### EXERCISE
Produce one exact copy of the records, no pictures.
+-------+
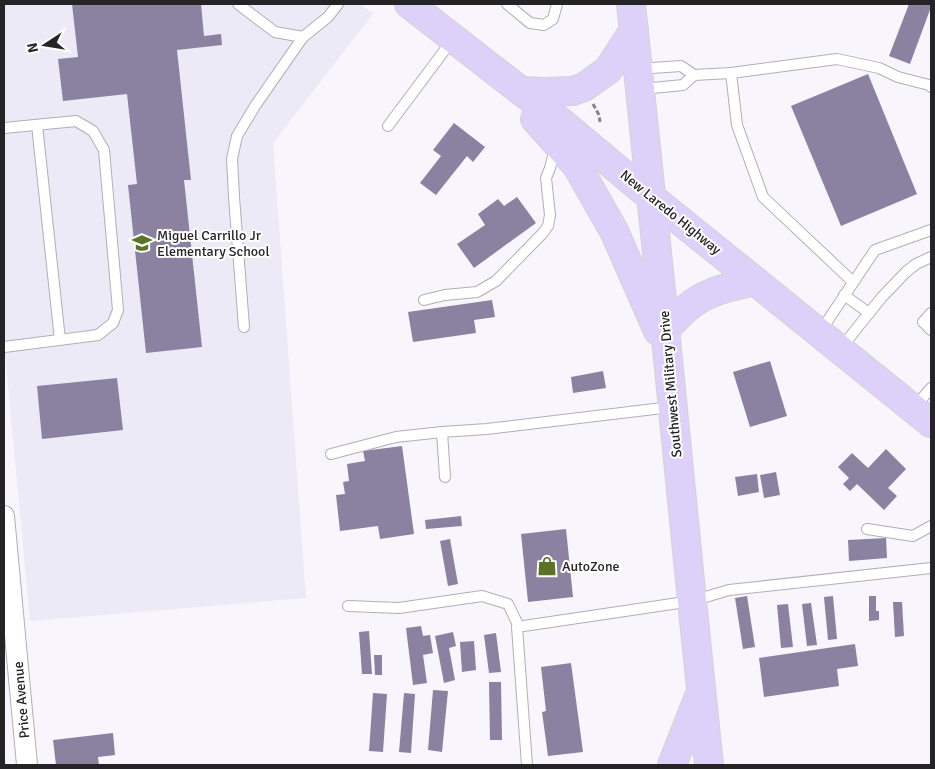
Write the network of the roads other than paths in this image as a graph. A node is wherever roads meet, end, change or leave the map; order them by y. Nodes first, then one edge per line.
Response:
1 (238, 4) edge
2 (338, 4) edge
3 (507, 4) edge
4 (557, 4) edge
5 (419, 7) edge
6 (633, 17) edge
7 (303, 37) junction
8 (453, 39) junction
9 (480, 59) junction
10 (731, 73) junction
11 (694, 75) junction
12 (640, 79) junction
13 (931, 85) edge
14 (521, 91) junction
15 (37, 126) junction
16 (388, 126) dead end
17 (4, 128) edge
18 (559, 132) junction
19 (652, 198) junction
20 (931, 230) edge
21 (931, 257) edge
22 (755, 281) junction
23 (853, 282) junction
24 (844, 295) junction
25 (424, 300) dead end
26 (869, 313) junction
27 (931, 313) edge
28 (244, 327) dead end
29 (931, 330) edge
30 (60, 340) junction
31 (830, 340) junction
32 (666, 341) junction
33 (4, 347) edge
34 (931, 388) edge
35 (672, 406) junction
36 (923, 416) edge
37 (442, 432) junction
38 (331, 454) dead end
39 (445, 477) dead end
40 (4, 516) edge
41 (931, 526) edge
42 (868, 529) dead end
43 (931, 568) edge
44 (692, 601) junction
45 (348, 606) dead end
46 (519, 627) junction
47 (701, 691) junction
48 (27, 765) edge
49 (527, 765) edge
50 (672, 765) edge
51 (709, 765) edge

1 - 7 lane
2 - 7 lane
3 - 4 lane
5 - 8 main road, New Laredo Highway
6 - 12 main road, Southwest Military Drive
6 - 14 main road
7 - 28 lane
8 - 9 main road, New Laredo Highway
8 - 16 lane
9 - 14 main road, New Laredo Highway
9 - 18 main road
10 - 11 lane
10 - 13 lane
10 - 23 lane
11 - 12 lane
11 - 12 lane
12 - 19 main road, Southwest Military Drive
14 - 18 main road, New Laredo Highway
15 - 17 lane
15 - 30 lane
15 - 30 lane
18 - 19 main road, New Laredo Highway
18 - 25 lane
18 - 32 main road
19 - 22 main road, New Laredo Highway
19 - 32 main road, Southwest Military Drive
20 - 23 lane
21 - 26 lane
22 - 31 main road, New Laredo Highway
22 - 32 main road
23 - 24 lane
24 - 26 lane
24 - 31 lane
26 - 31 lane
27 - 29 lane
30 - 33 lane
31 - 36 main road, New Laredo Highway
32 - 35 main road, Southwest Military Drive
34 - 36 lane
35 - 37 lane
35 - 44 main road, Southwest Military Drive
37 - 38 lane
37 - 39 lane
40 - 48 street, Price Avenue
41 - 42 lane
43 - 44 lane
44 - 46 lane
44 - 47 main road, Southwest Military Drive
45 - 46 lane
46 - 49 lane
47 - 50 main road
47 - 51 main road, Southwest Military Drive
+-------+
### REPLY TO THE EXERCISE
Write the network of the roads other than paths in this image as a graph. A node is wherever roads meet, end, change or leave the map; order them by y. Nodes first, then one edge per line.
Response:
1 (238, 4) edge
2 (338, 4) edge
3 (507, 4) edge
4 (557, 4) edge
5 (419, 7) edge
6 (633, 17) edge
7 (303, 37) junction
8 (453, 39) junction
9 (480, 59) junction
10 (731, 73) junction
11 (694, 75) junction
12 (640, 79) junction
13 (931, 85) edge
14 (521, 91) junction
15 (37, 126) junction
16 (388, 126) dead end
17 (4, 128) edge
18 (559, 132) junction
19 (652, 198) junction
20 (931, 230) edge
21 (931, 257) edge
22 (755, 281) junction
23 (853, 282) junction
24 (844, 295) junction
25 (424, 300) dead end
26 (869, 313) junction
27 (931, 313) edge
28 (244, 327) dead end
29 (931, 330) edge
30 (60, 340) junction
31 (830, 340) junction
32 (666, 341) junction
33 (4, 347) edge
34 (931, 388) edge
35 (672, 406) junction
36 (923, 416) edge
37 (442, 432) junction
38 (331, 454) dead end
39 (445, 477) dead end
40 (4, 516) edge
41 (931, 526) edge
42 (868, 529) dead end
43 (931, 568) edge
44 (692, 601) junction
45 (348, 606) dead end
46 (519, 627) junction
47 (701, 691) junction
48 (27, 765) edge
49 (527, 765) edge
50 (672, 765) edge
51 (709, 765) edge

1 - 7 lane
2 - 7 lane
3 - 4 lane
5 - 8 main road, New Laredo Highway
6 - 12 main road, Southwest Military Drive
6 - 14 main road
7 - 28 lane
8 - 9 main road, New Laredo Highway
8 - 16 lane
9 - 14 main road, New Laredo Highway
9 - 18 main road
10 - 11 lane
10 - 13 lane
10 - 23 lane
11 - 12 lane
11 - 12 lane
12 - 19 main road, Southwest Military Drive
14 - 18 main road, New Laredo Highway
15 - 17 lane
15 - 30 lane
15 - 30 lane
18 - 19 main road, New Laredo Highway
18 - 25 lane
18 - 32 main road
19 - 22 main road, New Laredo Highway
19 - 32 main road, Southwest Military Drive
20 - 23 lane
21 - 26 lane
22 - 31 main road, New Laredo Highway
22 - 32 main road
23 - 24 lane
24 - 26 lane
24 - 31 lane
26 - 31 lane
27 - 29 lane
30 - 33 lane
31 - 36 main road, New Laredo Highway
32 - 35 main road, Southwest Military Drive
34 - 36 lane
35 - 37 lane
35 - 44 main road, Southwest Military Drive
37 - 38 lane
37 - 39 lane
40 - 48 street, Price Avenue
41 - 42 lane
43 - 44 lane
44 - 46 lane
44 - 47 main road, Southwest Military Drive
45 - 46 lane
46 - 49 lane
47 - 50 main road
47 - 51 main road, Southwest Military Drive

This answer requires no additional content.